Wanda Maximoff is good at reading people.
And yes, sure, part of that is her literal ability to manipulate minds, but part of that is also genuine, human emotional intelligence that comes from the mutual dependency she and her brother had developed when they were being experimented on. She's learned to identify emotions easily, even when their owner has repressed them, even when they only appear as a mere flicker across a face or as a quick flash in a pair of eyes.
But it doesn't take an emotions expert to notice that Steve Rogers has not been this distraught since he'd had to fight his best friend to the possible death on a warship. Granted, Wanda thinks, that wasn't that long ago, but Steve has had a rough life and he deserves as many breaks as he can get, which is why she finds herself outside Agent Maria Hill's office immediately after the briefing room meeting.
She's never really talked to Hill before, which is probably the explanation for the surprise on her face when she opens the door and ushers Wanda in.
"So," she says pleasantly, "how can I help you?"
And before she knows it, Wanda has launched into a half-tirade, half-sob-session about the entire situation, and about what Steve is going through, and "Fury said he won't let us help and if any of us try to he'll fire Steve, but we're all afraid she's going to die, Agent, and if she does this team is probably going to fall apart anyway because everyone will hate Fury even more than they do now and nobody's gonna listen to him ever again. I know we'd just ignore his orders and work the case anyway, except we're worried that if our attention is divided on keeping info from both him and Ammo we'll be overstretched and both of them might find out and Nat could die, what if she dies, Maria, what do we do then?"
It's an incoherent, rambling mess, but it centers on a fear that Wanda hadn't even realized she'd had, she'd been so focused on her colleagues.
Maria stares at her for a moment, chewing her bottom lip. "I know this is hard for you, and for everyone, but I really don't know what I can do."

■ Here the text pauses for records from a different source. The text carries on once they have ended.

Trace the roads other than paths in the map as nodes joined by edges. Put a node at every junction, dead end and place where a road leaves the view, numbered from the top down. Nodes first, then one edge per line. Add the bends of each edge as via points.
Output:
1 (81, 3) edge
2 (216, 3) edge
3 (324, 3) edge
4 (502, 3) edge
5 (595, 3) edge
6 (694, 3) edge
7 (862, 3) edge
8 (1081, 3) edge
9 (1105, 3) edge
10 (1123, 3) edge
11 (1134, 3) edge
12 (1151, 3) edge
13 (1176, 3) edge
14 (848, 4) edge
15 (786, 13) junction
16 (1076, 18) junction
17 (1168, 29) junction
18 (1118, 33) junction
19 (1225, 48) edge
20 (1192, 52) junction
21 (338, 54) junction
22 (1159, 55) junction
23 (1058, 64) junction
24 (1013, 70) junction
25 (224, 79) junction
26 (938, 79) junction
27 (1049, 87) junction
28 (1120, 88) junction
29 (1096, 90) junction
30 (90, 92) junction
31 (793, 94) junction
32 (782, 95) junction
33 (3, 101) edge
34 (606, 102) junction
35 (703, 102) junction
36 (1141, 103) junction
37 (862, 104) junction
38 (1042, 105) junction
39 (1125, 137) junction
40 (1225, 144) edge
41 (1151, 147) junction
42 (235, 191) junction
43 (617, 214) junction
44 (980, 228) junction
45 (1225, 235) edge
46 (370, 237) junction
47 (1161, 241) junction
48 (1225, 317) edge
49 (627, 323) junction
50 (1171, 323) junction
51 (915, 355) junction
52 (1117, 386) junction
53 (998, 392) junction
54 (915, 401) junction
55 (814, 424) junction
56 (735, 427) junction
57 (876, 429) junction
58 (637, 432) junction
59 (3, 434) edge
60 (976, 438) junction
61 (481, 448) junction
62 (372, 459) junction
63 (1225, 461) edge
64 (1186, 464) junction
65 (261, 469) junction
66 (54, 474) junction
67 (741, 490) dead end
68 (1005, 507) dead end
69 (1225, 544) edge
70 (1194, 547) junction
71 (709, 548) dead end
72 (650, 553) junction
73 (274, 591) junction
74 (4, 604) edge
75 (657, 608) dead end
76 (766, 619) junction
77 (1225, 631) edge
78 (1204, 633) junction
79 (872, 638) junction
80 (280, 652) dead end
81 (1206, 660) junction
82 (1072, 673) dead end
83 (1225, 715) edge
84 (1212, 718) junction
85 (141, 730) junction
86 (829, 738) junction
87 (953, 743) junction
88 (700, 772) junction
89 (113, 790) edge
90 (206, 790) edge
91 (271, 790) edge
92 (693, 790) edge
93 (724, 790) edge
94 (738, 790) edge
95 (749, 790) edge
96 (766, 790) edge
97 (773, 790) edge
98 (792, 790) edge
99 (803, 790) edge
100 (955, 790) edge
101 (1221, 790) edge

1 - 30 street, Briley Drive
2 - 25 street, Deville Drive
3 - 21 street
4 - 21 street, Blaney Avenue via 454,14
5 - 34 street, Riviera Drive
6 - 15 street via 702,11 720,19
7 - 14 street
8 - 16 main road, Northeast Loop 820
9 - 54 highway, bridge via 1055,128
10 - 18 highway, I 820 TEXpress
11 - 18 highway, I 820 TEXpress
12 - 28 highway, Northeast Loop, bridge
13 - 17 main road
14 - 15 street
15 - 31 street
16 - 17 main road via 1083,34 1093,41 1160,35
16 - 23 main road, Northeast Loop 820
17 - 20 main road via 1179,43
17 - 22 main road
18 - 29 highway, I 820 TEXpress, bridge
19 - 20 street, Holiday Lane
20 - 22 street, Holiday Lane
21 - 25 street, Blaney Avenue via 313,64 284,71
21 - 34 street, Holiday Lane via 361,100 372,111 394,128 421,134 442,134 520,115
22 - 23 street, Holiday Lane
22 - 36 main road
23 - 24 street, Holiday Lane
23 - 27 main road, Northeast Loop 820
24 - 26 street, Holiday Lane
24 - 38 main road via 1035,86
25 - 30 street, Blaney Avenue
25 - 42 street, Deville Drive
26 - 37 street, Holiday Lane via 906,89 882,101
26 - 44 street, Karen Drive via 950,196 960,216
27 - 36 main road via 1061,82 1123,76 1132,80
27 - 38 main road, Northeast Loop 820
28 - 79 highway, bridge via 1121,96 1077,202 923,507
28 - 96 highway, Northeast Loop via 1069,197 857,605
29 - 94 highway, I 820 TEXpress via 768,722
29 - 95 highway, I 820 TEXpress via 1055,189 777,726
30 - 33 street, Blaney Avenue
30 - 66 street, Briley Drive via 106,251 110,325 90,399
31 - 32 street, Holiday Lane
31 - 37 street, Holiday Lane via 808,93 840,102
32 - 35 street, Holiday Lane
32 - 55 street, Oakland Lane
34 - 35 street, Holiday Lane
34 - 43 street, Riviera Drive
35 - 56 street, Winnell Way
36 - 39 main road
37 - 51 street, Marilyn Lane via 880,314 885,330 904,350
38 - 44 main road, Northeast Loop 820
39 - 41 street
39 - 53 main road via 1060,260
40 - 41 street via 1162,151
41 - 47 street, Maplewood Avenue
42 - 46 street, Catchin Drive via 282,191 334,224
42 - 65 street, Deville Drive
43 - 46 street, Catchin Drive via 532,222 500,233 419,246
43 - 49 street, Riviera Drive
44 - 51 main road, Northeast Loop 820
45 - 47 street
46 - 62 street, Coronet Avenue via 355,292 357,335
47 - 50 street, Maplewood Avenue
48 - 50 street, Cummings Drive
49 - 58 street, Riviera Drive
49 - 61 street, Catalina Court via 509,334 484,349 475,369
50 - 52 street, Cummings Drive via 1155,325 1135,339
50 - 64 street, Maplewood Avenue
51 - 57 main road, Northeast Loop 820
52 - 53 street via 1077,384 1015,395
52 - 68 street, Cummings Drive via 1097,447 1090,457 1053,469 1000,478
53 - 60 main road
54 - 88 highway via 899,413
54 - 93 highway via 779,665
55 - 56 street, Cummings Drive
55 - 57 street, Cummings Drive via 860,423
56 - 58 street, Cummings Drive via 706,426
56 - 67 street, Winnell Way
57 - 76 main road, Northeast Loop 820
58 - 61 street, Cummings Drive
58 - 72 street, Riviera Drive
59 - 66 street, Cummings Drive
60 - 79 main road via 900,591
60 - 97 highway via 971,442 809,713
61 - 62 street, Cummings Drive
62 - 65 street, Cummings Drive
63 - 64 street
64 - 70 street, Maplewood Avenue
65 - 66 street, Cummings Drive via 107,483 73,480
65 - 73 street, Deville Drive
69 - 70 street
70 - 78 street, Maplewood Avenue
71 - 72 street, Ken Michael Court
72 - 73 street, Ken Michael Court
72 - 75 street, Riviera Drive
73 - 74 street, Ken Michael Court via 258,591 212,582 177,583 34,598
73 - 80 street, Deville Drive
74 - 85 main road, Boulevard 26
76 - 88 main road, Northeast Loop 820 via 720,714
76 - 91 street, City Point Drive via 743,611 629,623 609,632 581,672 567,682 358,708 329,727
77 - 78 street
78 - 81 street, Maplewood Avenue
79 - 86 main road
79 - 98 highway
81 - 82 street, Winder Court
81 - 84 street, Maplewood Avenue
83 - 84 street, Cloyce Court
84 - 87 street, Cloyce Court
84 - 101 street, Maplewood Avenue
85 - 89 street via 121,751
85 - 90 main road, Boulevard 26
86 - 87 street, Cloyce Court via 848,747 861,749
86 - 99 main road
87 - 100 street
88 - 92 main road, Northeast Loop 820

"Can you help us, or something, aren't you her handler?" Wanda asks desperately, "Please, Maria, if we don't act and Nat gets killed Steve is going to be moping around the facility for years, he can't lose two of the loves of his life before he even gets anywhere with them, it just isn't fair—"

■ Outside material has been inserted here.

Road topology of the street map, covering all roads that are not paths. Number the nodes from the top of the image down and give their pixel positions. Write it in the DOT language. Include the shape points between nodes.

"I answer directly to Nick," Maria says, not unkindly. "I'm afraid I can't undermine him so directly. He already has me checking in with her periodically, tracking her progress—"
"This isn't about her progress," Wanda nearly screeches, "it's about her life. We can't just sit here and do nothing while she's out there, possibly dying, and we don't even know—"
"Wanda," Maria interrupts firmly, "I can't help you, no matter how badly I want to. I'm sorry. My hands are tied."
And as Wanda sees her own pain and powerlessness flash in Maria's eyes, she wonders what the point is of being able to read emotions if it can't help her at all.